Exhibition
Leonor Antunes
10 Jun 2016 – 25 Sep 2016
Address
- Taxingegränd 10
- Spånga
Stockholms län - 163 04
- Sweden
In Leonor Antunes’s (Lisbon/Berlin) minimalistic installations, we see traces of 20th century modernist architecture.
About
The works often refer to the geometric forms and patterns of modernism’s lesser-known designers and architects, many of whom are women. In her research-based installations, everything from furniture by designer Eileen Moray Gray (1878-1976) to buildings by the architect Lina Bo Bardi (1914-1992) has been interpreted. The atmospheric installations are inspired by the specific context in which they are constructed, but typically Antunes’s art is also interested in techniques and materials that have traveled over long distances and become part of a global trade. The installations are tactile encounters between a site’s architectural memory and its craft history. Cork, rope, leather, and nets are recurring materials in Antunes’s spatial interventions.

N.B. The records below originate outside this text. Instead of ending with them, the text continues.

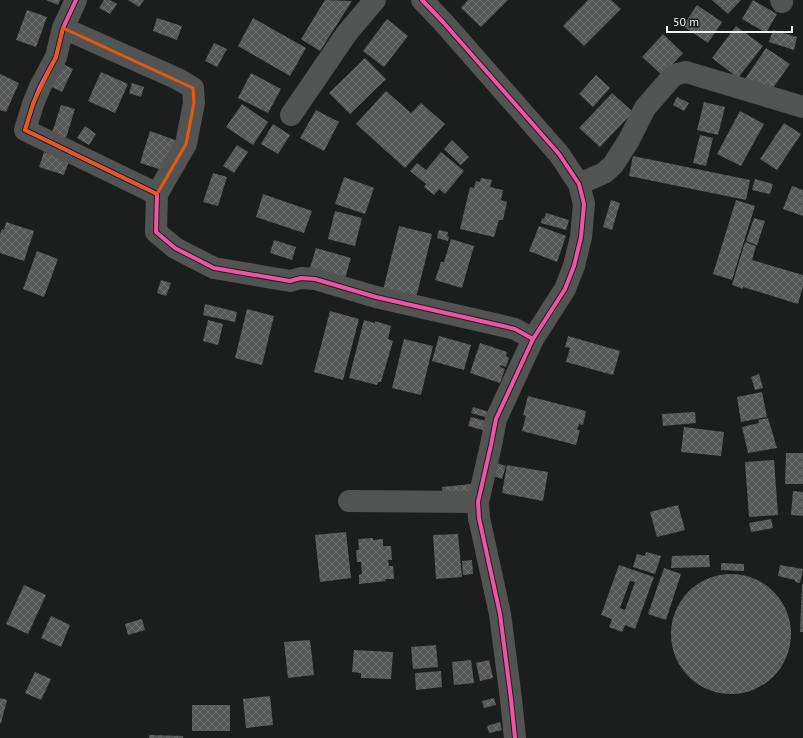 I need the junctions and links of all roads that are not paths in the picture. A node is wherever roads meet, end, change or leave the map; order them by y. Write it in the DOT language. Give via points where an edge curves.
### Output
graph roads {
  1 [pos="76,0"];
  2 [pos="375,0"];
  3 [pos="422,0"];
  4 [pos="63,28"];
  5 [pos="803,107"];
  6 [pos="291,115"];
  7 [pos="579,184"];
  8 [pos="157,194"];
  9 [pos="533,339"];
  10 [pos="349,501"];
  11 [pos="478,502"];
  12 [pos="515,738"];
  1 -- 4 [label="street"];
  2 -- 6 [label="street" via="347,33"];
  3 -- 7 [label="street" via="558,154"];
  4 -- 8 [label="street" via="56,57 40,87 25,130"];
  4 -- 8 [label="street" via="193,88 194,103 186,144"];
  5 -- 7 [label="street" via="686,72 677,74 645,108 630,140 613,164 604,172"];
  7 -- 9 [label="street" via="584,204 582,237 574,266 565,289"];
  8 -- 9 [label="street" via="156,232 175,248 214,268 290,281 301,278 315,279 376,297 515,329"];
  9 -- 11 [label="street" via="496,418"];
  10 -- 11 [label="street"];
  11 -- 12 [label="street" via="479,518 500,614"];
}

Tensta is an unusually diverse and complex place where about ninety percent of the residents have a translocal background. Many come from the Middle East and North Africa and have fled from poverty or political and religious conflicts. Antunes’s project in Tensta will explore the site’s collective memory of migration. The project is developed together with the Women’s Centre in Tensta-Hjulsta, a nonprofit organization with members from over twenty countries, and KM Almgren, one of Scandinavia’s oldest silk weaving mills.
Leonor Antunes’s works have previously been exhibited in solo exhibitions at the New Museum Project Room, New York (2015); Kunsthalle Basel, Basel (2013); Kunsthalle Lissabon, Lisbon (2013); Air de Paris, Paris (2012); Museo El Eco, Mexico City (2011); and Museu da Republica, Rio de Janeiro (2008).